See if you can figure out how to move the log files to the log directory as part of your script too!

Bonus Material

The package ngsReports is also able to import all of your STAR log files, in particular those with the suffix Log.final.out

Try the following command in your RStudio session.

library(ngsReports)
starlogs <- list.files("2_alignedData/log/", pattern = "Log.final.out", full.names = TRUE)
alnSummary <- importNgsLogs(starlogs, type = "star")
alnSummary

Note how all the information contained in the log files we inspected earlier is now in your R session as a convenient data.frame (or tibble).
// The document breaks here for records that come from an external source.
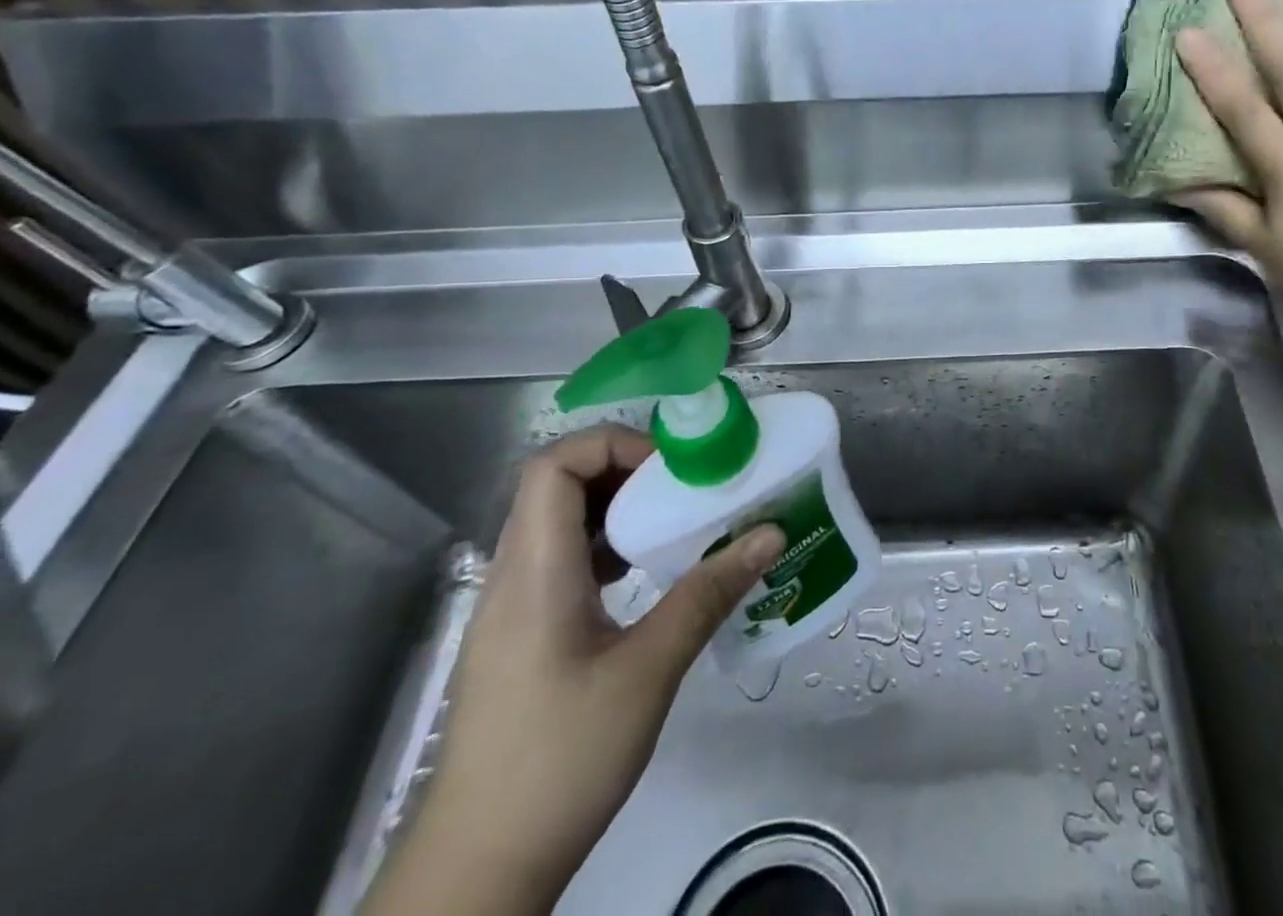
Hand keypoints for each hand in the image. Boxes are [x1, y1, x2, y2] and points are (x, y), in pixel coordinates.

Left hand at [364, 427, 784, 915]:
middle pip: (557, 485)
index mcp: (535, 571)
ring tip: (672, 525)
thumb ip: (708, 593)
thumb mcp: (648, 671)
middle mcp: (514, 576)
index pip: (554, 465)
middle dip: (625, 471)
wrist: (478, 871)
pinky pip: (560, 561)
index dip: (613, 445)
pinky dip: (605, 547)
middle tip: (683, 489)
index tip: (670, 469)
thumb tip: (770, 533)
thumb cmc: (560, 760)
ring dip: (617, 509)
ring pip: (558, 523)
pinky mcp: (520, 637)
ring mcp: (512, 609)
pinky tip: (643, 577)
Now you can easily make a summary of your alignment statistics for your thesis!

library(tidyverse)
library(pander)

alnSummary %>%
    mutate(Filename = str_remove(Filename, ".Log.final.out")) %>%
    dplyr::select(
        Filename, 
        Total_Mapped_Percent, 
        Uniquely_Mapped_Reads_Percent, 
        Percent_Of_Reads_Mapped_To_Multiple_Loci,
        Percent_Of_Reads_Mapped_To_Too_Many_Loci
    ) %>%
    pander(split.tables =Inf, caption = "Alignment Summary")
Alignment Summary
Filename Total_Mapped_Percent Uniquely_Mapped_Reads_Percent Percent_Of_Reads_Mapped_To_Multiple_Loci Percent_Of_Reads_Mapped_To_Too_Many_Loci
SRR945375.skm 99.96 98.85 1.1 0.01
SRR945375.sk 99.96 98.85 1.1 0.01
SRR945377.sk 99.96 99.13 0.83 0.01
SRR945379.sk 99.95 98.72 1.23 0.02
SRR945381.sk 99.96 99.15 0.81 0.01
SRR945419.cb 99.92 97.95 1.97 0.04
SRR945421.cb 99.93 98.42 1.51 0.03
SRR945423.cb 99.93 98.2 1.73 0.03
SRR945427.cb 99.94 98.5 1.45 0.02

These alignment files are now ready for use in creating counts files as you learned on the day 2 course.